春聯是父親寫的,母親還會親手剪窗花,插花,然後她跟哥哥就負責貼,還有小燈裝飾。
窗外飄雪,父母親邀請了霍家伯父伯母一起,兩家人圍著桌子打起了火鍋,咕嚕嚕冒著熱氣,看春晚,守歲打牌,壓歲錢.......
這美好的一切彷彿就在昨天。
姜宴寧臉上變幻出各種美好、遺憾的色彩,顧配雲默不作聲陪著她,一如這兩年陪在總裁身邊時。
傍晚。
霍司霆步行到家門口,還沒走近,隔著落地窗看到裡面的溫馨場景。
爸媽來了?
他瞳孔一緊,加快了腳步進去。
“伯母,好像有點過火候糊鍋了,要不我還是倒了吧。

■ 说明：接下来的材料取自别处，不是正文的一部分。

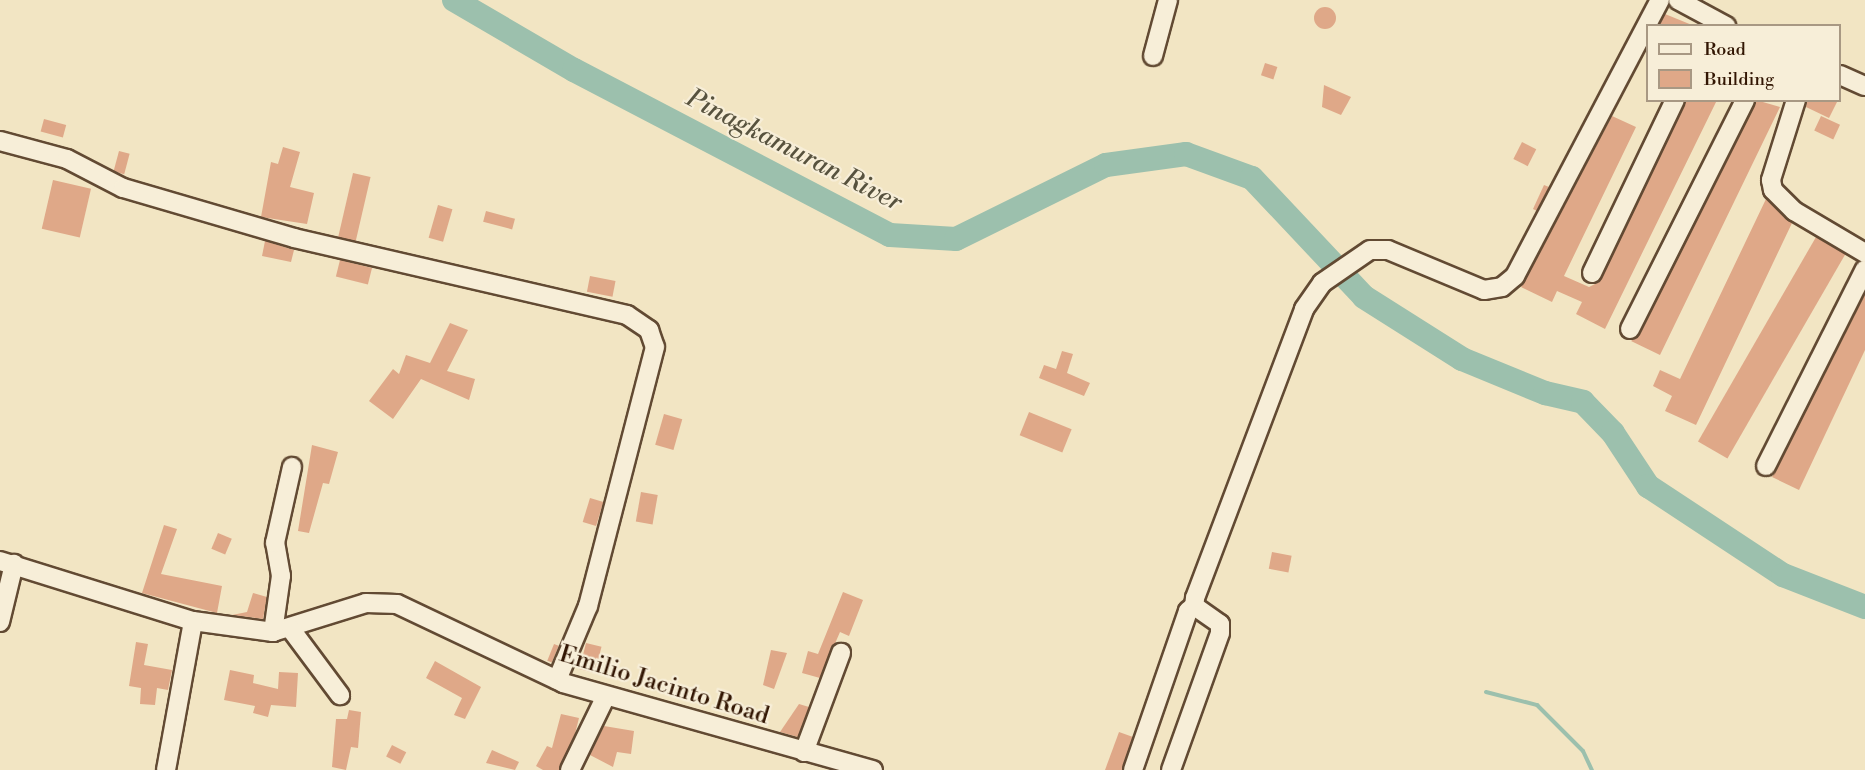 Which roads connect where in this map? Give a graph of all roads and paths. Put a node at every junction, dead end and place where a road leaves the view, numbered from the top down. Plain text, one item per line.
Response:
1 (1168, 0) edge
2 (1660, 0) edge
3 (1678, 0) edge
4 (1647, 24) edge
5 (1716, 24) edge
6 (1646, 27) edge
7 (1153, 56) dead end
8 (1841, 76) edge
9 (1865, 86) edge
10 (1674, 102) edge
11 (1744, 102) edge
12 (1795, 102) edge
13 (0, 141) edge
14 (1865, 253) edge
15 (1865, 269) edge
16 (1592, 273) dead end
17 (1630, 329) dead end
18 (1766, 466) dead end
19 (292, 467) dead end
20 (7, 563) edge
21 (1194, 606) junction
22 (193, 621) junction
23 (0, 622) edge
24 (281, 630) junction
25 (841, 653) dead end
26 (557, 680) junction
27 (340, 695) dead end
28 (606, 696) junction
29 (804, 752) junction
30 (166, 770) edge
31 (570, 770) edge
32 (873, 770) edge
33 (1133, 770) edge
34 (1171, 770) edge

1 - 7 street
2 - 4 street
3 - 5 street
6 - 21 street
8 - 9 street
10 - 16 street
11 - 17 street
12 - 14 street
13 - 26 street
15 - 18 street
19 - 24 street
20 - 22 street, Emilio Jacinto Road
20 - 23 street
21 - 33 street
21 - 34 street
22 - 24 street, Emilio Jacinto Road
22 - 30 street
24 - 26 street, Emilio Jacinto Road
24 - 27 street
25 - 29 street
26 - 28 street, Emilio Jacinto Road
28 - 29 street, Emilio Jacinto Road
28 - 31 street
29 - 32 street, Emilio Jacinto Road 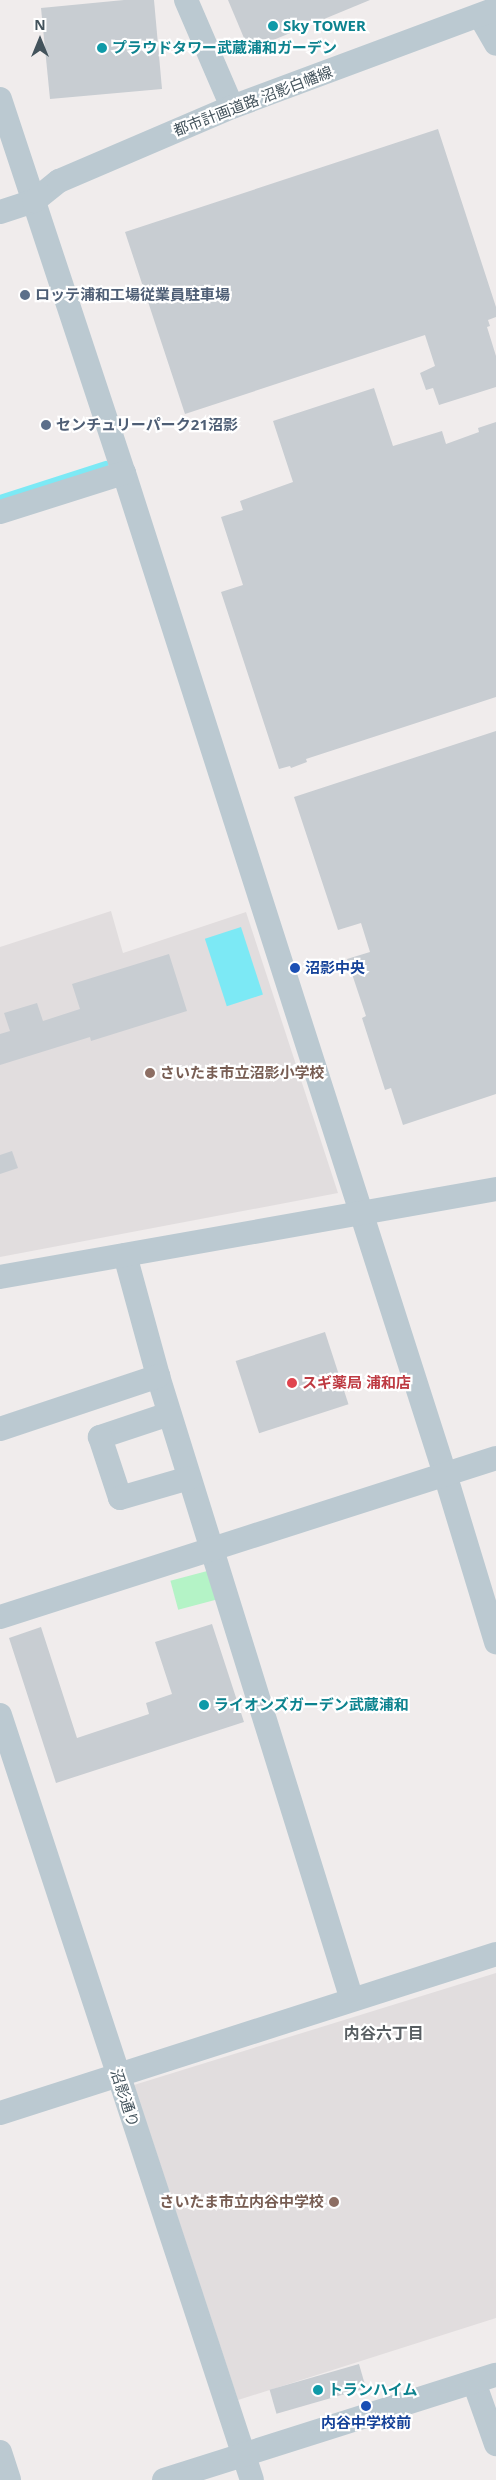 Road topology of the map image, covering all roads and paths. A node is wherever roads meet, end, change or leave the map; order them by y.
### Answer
1 (186, 0) edge
2 (488, 13) edge
3 (496, 44) edge
4 (0, 99) edge
5 (232, 107) junction
6 (34, 201) junction
7 (0, 212) edge
8 (124, 473) junction
9 (0, 512) edge
10 (496, 1189) edge
11 (360, 1213) junction
12 (125, 1255) junction
13 (0, 1277) edge
14 (158, 1376) junction
15 (169, 1414) junction
16 (0, 1428) edge
17 (496, 1458) edge
18 (444, 1474) junction
19 (190, 1478) junction
20 (212, 1549) junction
21 (0, 1617) edge
22 (496, 1642) edge
23 (0, 1715) edge
24 (496, 1954) edge
25 (352, 2000) junction
26 (117, 2076) junction
27 (0, 2114) edge
28 (485, 2379) edge
29 (496, 2444) edge
30 (0, 2452) edge
31 (245, 2455) junction
32 (9, 2480) edge
33 (164, 2480) edge
34 (252, 2480) edge

1 - 5 street
2 - 3 street
2 - 5 street, 都市計画道路 沼影白幡線
4 - 6 street
5 - 6 street, 都市計画道路 沼影白幡線
6 - 7 street, 都市計画道路 沼影白幡線
6 - 8 street
8 - 9 street
8 - 11 street
10 - 11 street
11 - 12 street
11 - 18 street
12 - 13 street
12 - 14 street
14 - 15 street
14 - 16 street
15 - 19 street
15 - 19 street
17 - 18 street
18 - 20 street
18 - 22 street
19 - 20 street
20 - 21 street
20 - 25 street
23 - 26 street, 沼影通り
24 - 25 street
25 - 26 street
26 - 27 street
26 - 31 street, 沼影通り
28 - 29 street
28 - 31 street
30 - 32 street
31 - 33 street
31 - 34 street, 沼影通り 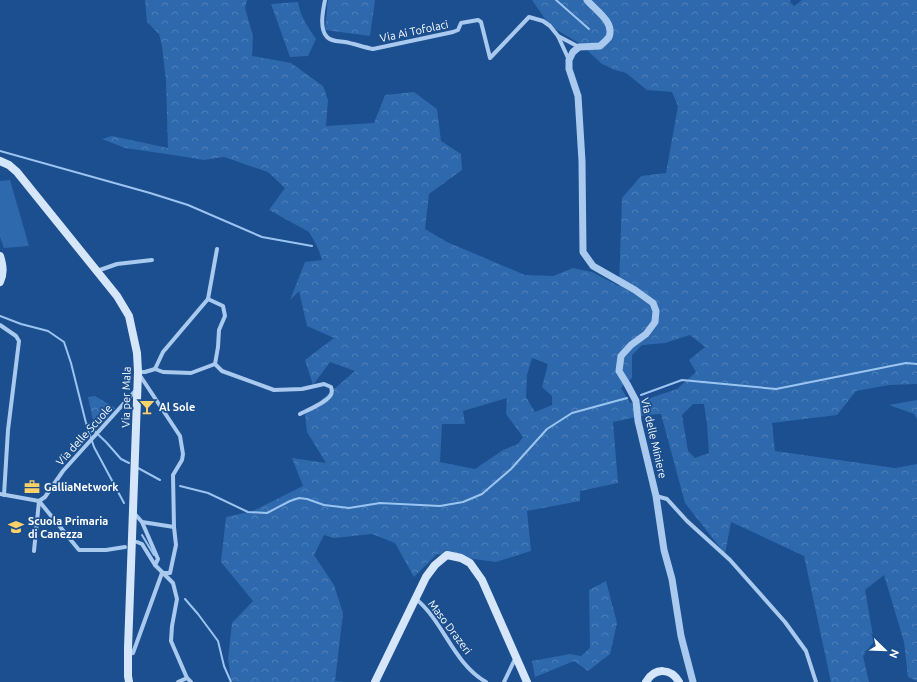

”
“別別別。”霍鷹擺手讓她別動,偏袒的心看黑糊糊的東西都是帶著濾鏡的, “這多好,色澤光亮,臭小子敢不吃試試?”
“爸媽,你們怎麼來了?”
霍太太看到兒子,眉開眼笑,“兒子你回來了。”
霍司霆走到姜宴寧身旁,以護崽的姿態呵護著他的女孩,兩位長輩瞬間黑了臉色。
“你這是什麼意思?”
“我們會欺負寧寧?”
兩位長輩被自家兒子氣得不輕,姜宴寧抓住哥哥手臂,笑著解釋道:“哥哥你怎麼這樣,是我邀請伯父伯母過來吃晚餐的,伯母還教我做菜,但我做得不好。”
“你做菜?”霍司霆黑著臉抓起她的兩隻手看,果然看到幾滴被油濺紅的痕跡。
“沒事呀,跟螞蟻爬一樣明天就消了。”她不好意思抽回手道:“哥哥洗手吃飯吧。”